Transparantie extramurale zorginkoop in regio 2009

27 november 2008

Nr. CA/NR-100.090

De Nederlandse Zorgautoriteit,

Gelet op de artikelen 61, 62 en 68 van de Wet marktordening gezondheidszorg (Wmg);

Heeft de volgende regeling vastgesteld:

Artikel 1. Begripsbepalingen

In deze regeling wordt verstaan onder:

1.1 Zorgkantoor

Een verbindingskantoor als bedoeld in artikel 1, onder c, onderdeel 1, van het Administratiebesluit Bijzondere Ziektekostenverzekering.

1.2 Zorgkantoorregio

Regio als omschreven in de bijlagen 1 en 2 van de onder artikel 1.2 van de Aanwijzing Zorgkantoren (met kenmerk Z/VU-2892517) van de staatssecretaris van Volksgezondheid, Welzijn en Sport.

1.3 Zorgaanbieder

Zorgaanbieder als omschreven in artikel 1, sub c, onderdeel 1 van de Wmg die de functies persoonlijke verzorging, verpleging, begeleiding of behandeling levert als omschreven in het Besluit Zorgaanspraken AWBZ .

1.4 AWBZ-zorg

AWBZ-zorg als omschreven in artikel 1, sub b, onderdeel 1 van de Wmg.

1.5 Bovenregionale-opgave

Een gezamenlijke opgave van een zorgaanbieder en een zorgkantoor waaruit het totaal van de zorg dat de zorgaanbieder per zorgkantoorregio levert, is opgegeven, gesplitst naar onderliggende prestaties en tarieven.

1.6 Prestatie

De levering van zorg door een zorgaanbieder als bedoeld in artikel 1.3.

1.7 Tarief

Prijs voor een prestatie van een zorgaanbieder als bedoeld in artikel 1.3.

1.8 Budgetverzoek

Tariefverzoek van zorgaanbieder en/of zorgkantoor op basis van paragraaf 4.4 van de Wmg ter vaststelling van de overeengekomen extramurale prestaties en tarieven (extramurale productieafspraken).

1.9 Budgetronde

Door de NZa vastgestelde data voor indiening van tariefverzoeken.

Artikel 2. Werkingssfeer

Deze regeling is uitsluitend van toepassing op zorgaanbieders als bedoeld in artikel 1.3 van deze regeling die in meerdere zorgkantoorregio’s de functies persoonlijke verzorging, verpleging, begeleiding of behandeling leveren als omschreven in het Besluit Zorgaanspraken AWBZ.
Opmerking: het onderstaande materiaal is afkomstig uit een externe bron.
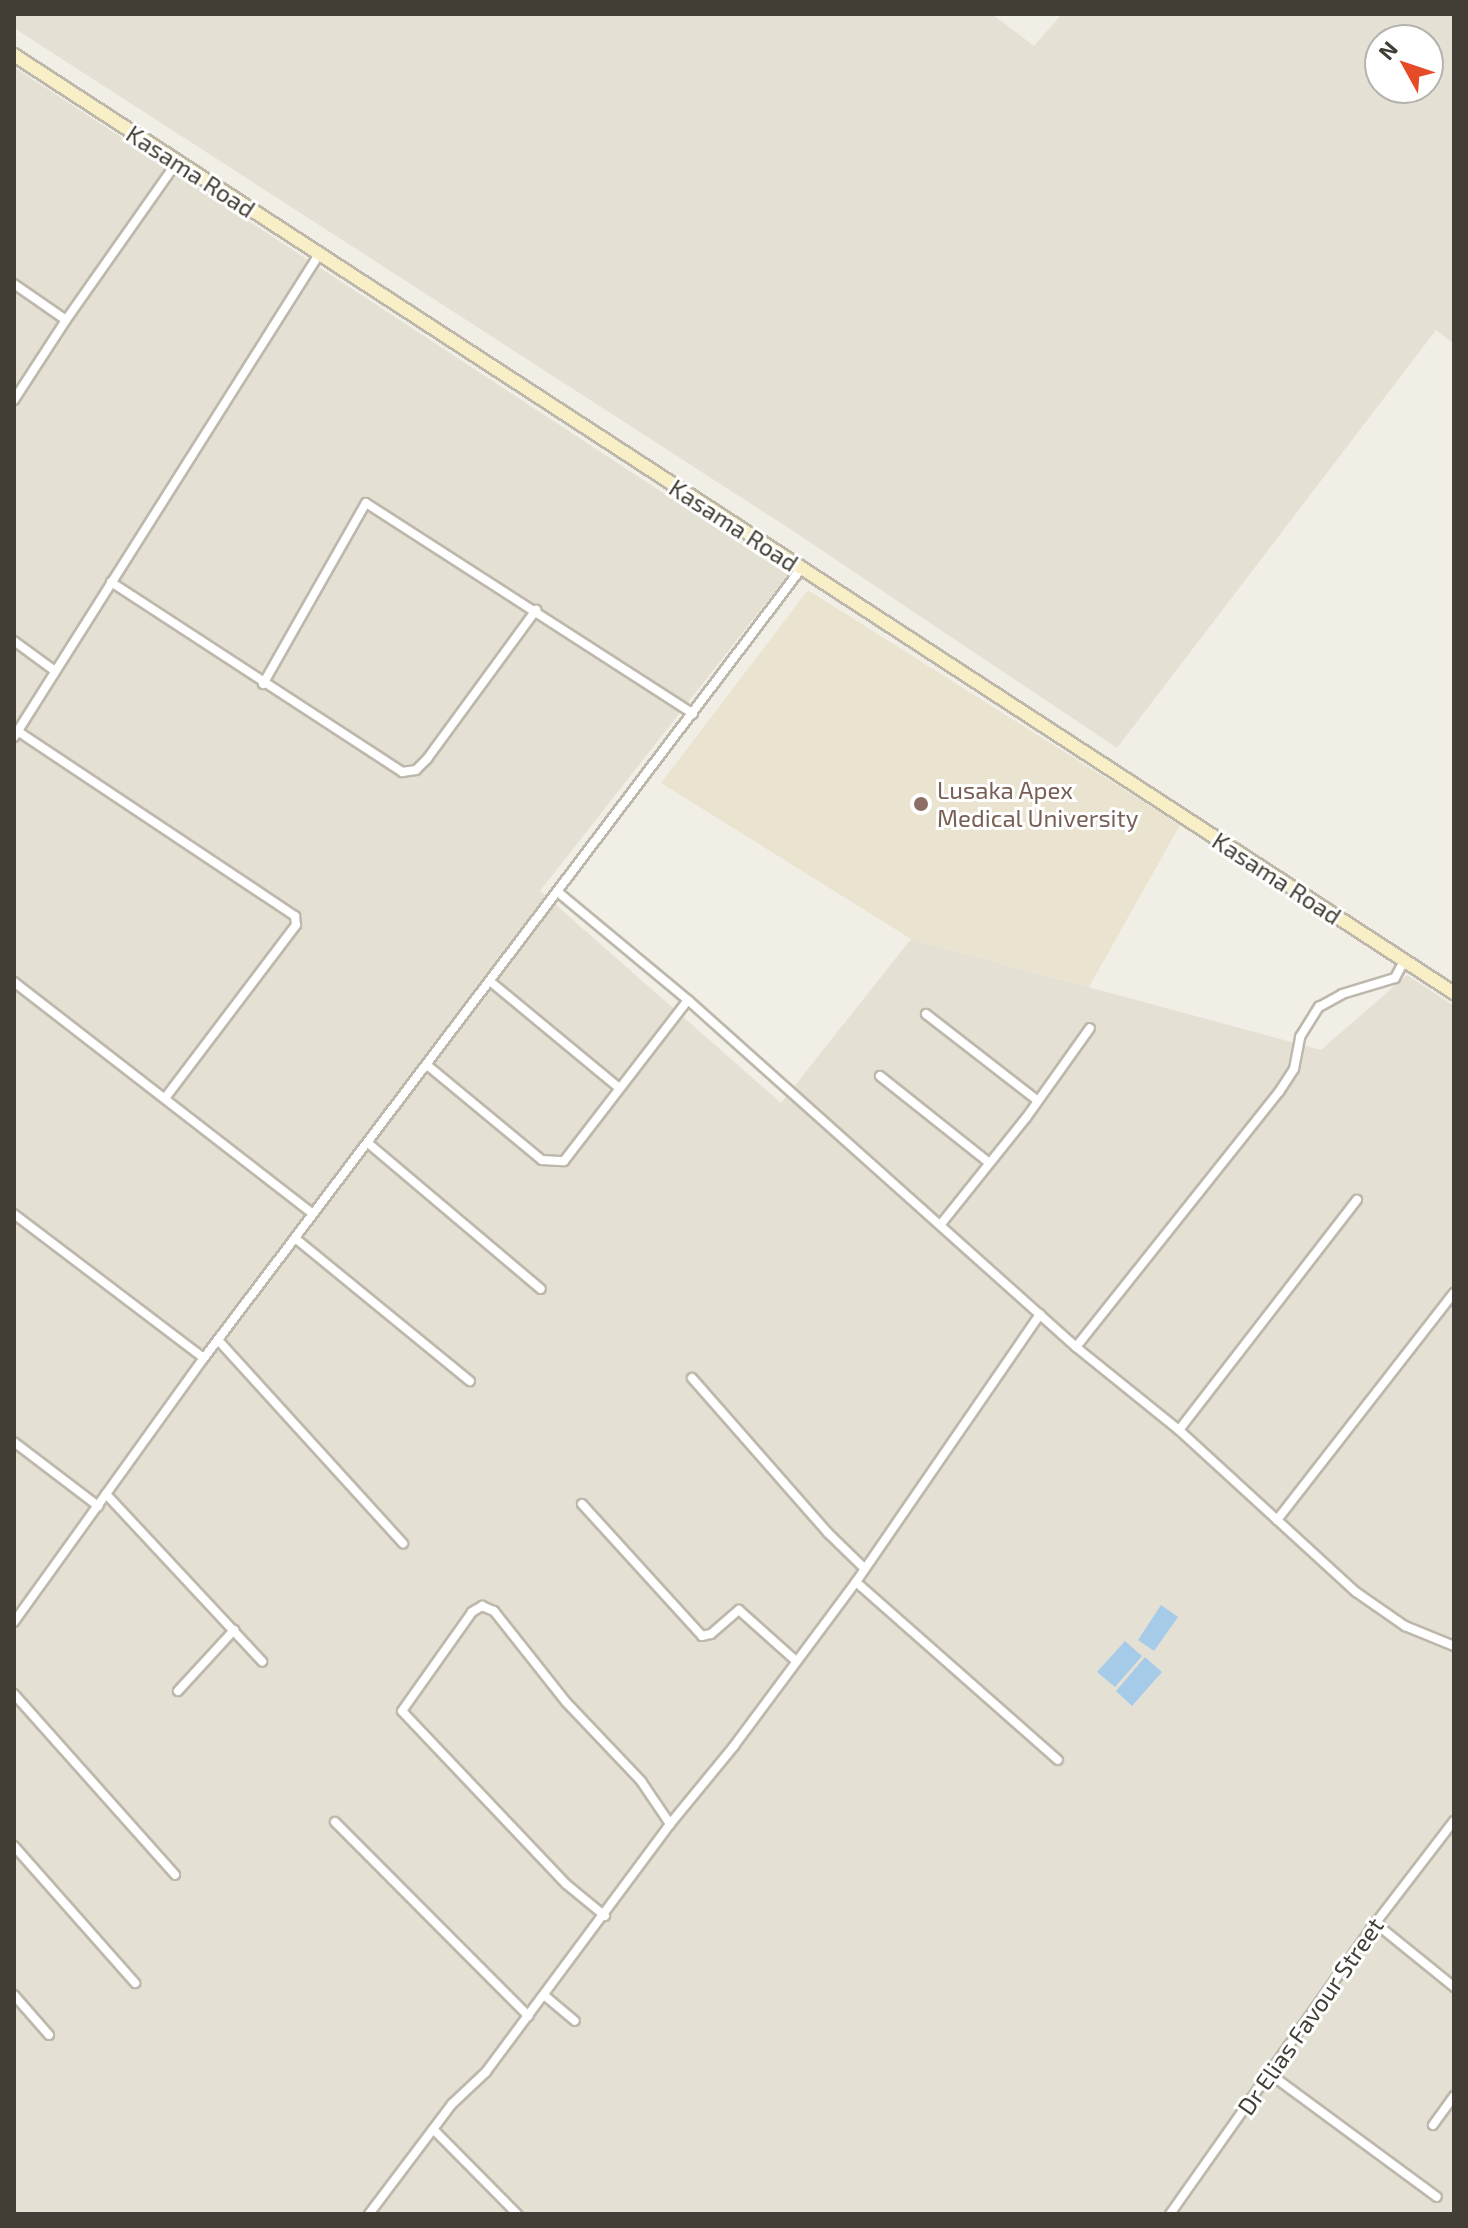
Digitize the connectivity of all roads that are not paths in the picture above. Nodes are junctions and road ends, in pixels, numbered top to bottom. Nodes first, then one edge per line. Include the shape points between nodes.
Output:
1 (14, 55) edge
2 (177, 162) junction
3 (318, 256) junction
4 (14, 284) edge
5 (66, 320) junction
6 (14, 400) edge
7 (801, 569) junction
8 (111, 582) junction
9 (536, 610) junction
10 (14, 641) edge
11 (55, 671) junction
12 (263, 684) junction
13 (693, 714) junction
14 (17, 734) edge
15 (559, 893) junction
16 (1404, 961) junction
17 (14, 982) edge
18 (491, 982) junction
19 (1454, 993) edge
20 (688, 1000) junction
21 (926, 1014) dead end
22 (1090, 1028) dead end
23 (427, 1065) junction
24 (880, 1076) dead end
25 (618, 1087) junction
26 (166, 1097) junction
27 (1037, 1100) junction
28 (368, 1143) junction
29 (988, 1162) junction
30 (1357, 1200) dead end
31 (14, 1214) edge
32 (313, 1214) junction
33 (941, 1224) junction
34 (295, 1238) junction
35 (541, 1289) dead end
36 (1454, 1293) edge
37 (1040, 1314) junction
38 (218, 1340) junction
39 (1076, 1347) junction
40 (204, 1358) junction
41 (692, 1378) dead end
42 (470, 1381) dead end
43 (1179, 1430) junction
44 (14, 1442) edge
45 (106, 1494) junction
46 (582, 1504) dead end
47 (98, 1506) junction
48 (1277, 1520) junction
49 (403, 1543) dead end
50 (864, 1568) junction
51 (856, 1582) junction
52 (14, 1622) edge
53 (234, 1630) junction
54 (1454, 1646) edge
55 (795, 1660) junction
56 (262, 1661) dead end
57 (178, 1691) dead end
58 (14, 1694) edge
59 (1058, 1760) dead end
60 (335, 1822) dead end
61 (670, 1824) junction
62 (1453, 1826) edge
63 (14, 1846) edge
64 (175, 1875) dead end
65 (605, 1916) junction
66 (1375, 1923) junction
67 (135, 1983) dead end
68 (1454, 1987) edge
69 (14, 1995) edge
70 (544, 1995) junction
71 (528, 2016) junction
72 (575, 2021) dead end
73 (49, 2035) dead end
74 (1270, 2074) junction
75 (1454, 2096) edge
76 (1433, 2125) dead end
77 (433, 2129) junction
78 (1437, 2197) dead end
79 (369, 2214) edge
80 (517, 2214) edge
81 (1170, 2214) edge

1 - 2 street, Kasama Road
2 - 3 street, Kasama Road
2 - 5 street
3 - 7 street, Kasama Road
3 - 8 street
4 - 5 street
5 - 6 street
7 - 13 street
7 - 16 street, Kasama Road
8 - 11 street
8 - 12 street
9 - 12 street via 416,770 402,772
9 - 12 street via 366,503
9 - 13 street
10 - 11 street
11 - 14 street
13 - 15 street
14 - 26 street via 295,916 296,925
15 - 18 street
15 - 20 street
16 - 19 street, Kasama Road
16 - 39 street via 1395,978 1319,1007 1300,1037 1294,1069 1279,1092
17 - 26 street
18 - 23 street
18 - 25 street
20 - 25 street
20 - 33 street
21 - 27 street
22 - 27 street
23 - 25 street via 542,1160 570,1157
23 - 28 street
24 - 29 street
26 - 32 street
27 - 29 street
28 - 32 street
28 - 35 street
29 - 33 street
30 - 43 street
31 - 40 street
32 - 34 street
33 - 37 street
34 - 38 street
34 - 42 street
36 - 48 street
37 - 39 street
37 - 50 street
38 - 40 street
38 - 49 street
39 - 43 street
40 - 45 street
41 - 50 street
43 - 48 street
44 - 47 street
45 - 47 street
45 - 53 street
46 - 55 street via 702,1636 739,1610
47 - 52 street
48 - 54 street via 1382,1612
50 - 51 street
51 - 55 street
51 - 59 street
53 - 56 street
53 - 57 street
55 - 61 street
58 - 64 street
60 - 71 street
61 - 65 street
61 - 65 street via 641,1781 567,1703 494,1611 482,1606 472,1612 402,1711 566,1884
62 - 66 street, Dr Elias Favour Street
63 - 67 street
65 - 70 street
66 - 68 street
66 - 74 street, Dr Elias Favour Street
69 - 73 street
70 - 71 street
70 - 72 street
71 - 77 street
74 - 78 street
74 - 81 street, Dr Elias Favour Street
75 - 76 street
77 - 79 street
77 - 80 street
Artikel 3. Informatieverplichting

  • 1. Een zorgaanbieder en een zorgkantoor leveren in de budgetronde van maart 2009 gezamenlijk de gegevens en inlichtingen, als bedoeld in artikel 4, aan de NZa.

  • 2. Een zorgaanbieder en een zorgkantoor gebruiken voor de bovenregionale-opgave het daartoe door de NZa beschikbaar gestelde budgetformulier, waarin hiervoor een onderdeel is opgenomen.

  • 3. De uiterste inleverdatum voor de gegevens en inlichtingen als bedoeld in het eerste lid is gelijk aan de uiterste inleverdatum voor het budgetformulier van maart 2009.

  • 4. Het doel van de verplichte gezamenlijke aanlevering van de gegevens en inlichtingen als bedoeld in artikel 4 is het verkrijgen van een betrouwbaar inzicht in de verdeling van productieafspraken van de zorgaanbieder per zorgkantoorregio.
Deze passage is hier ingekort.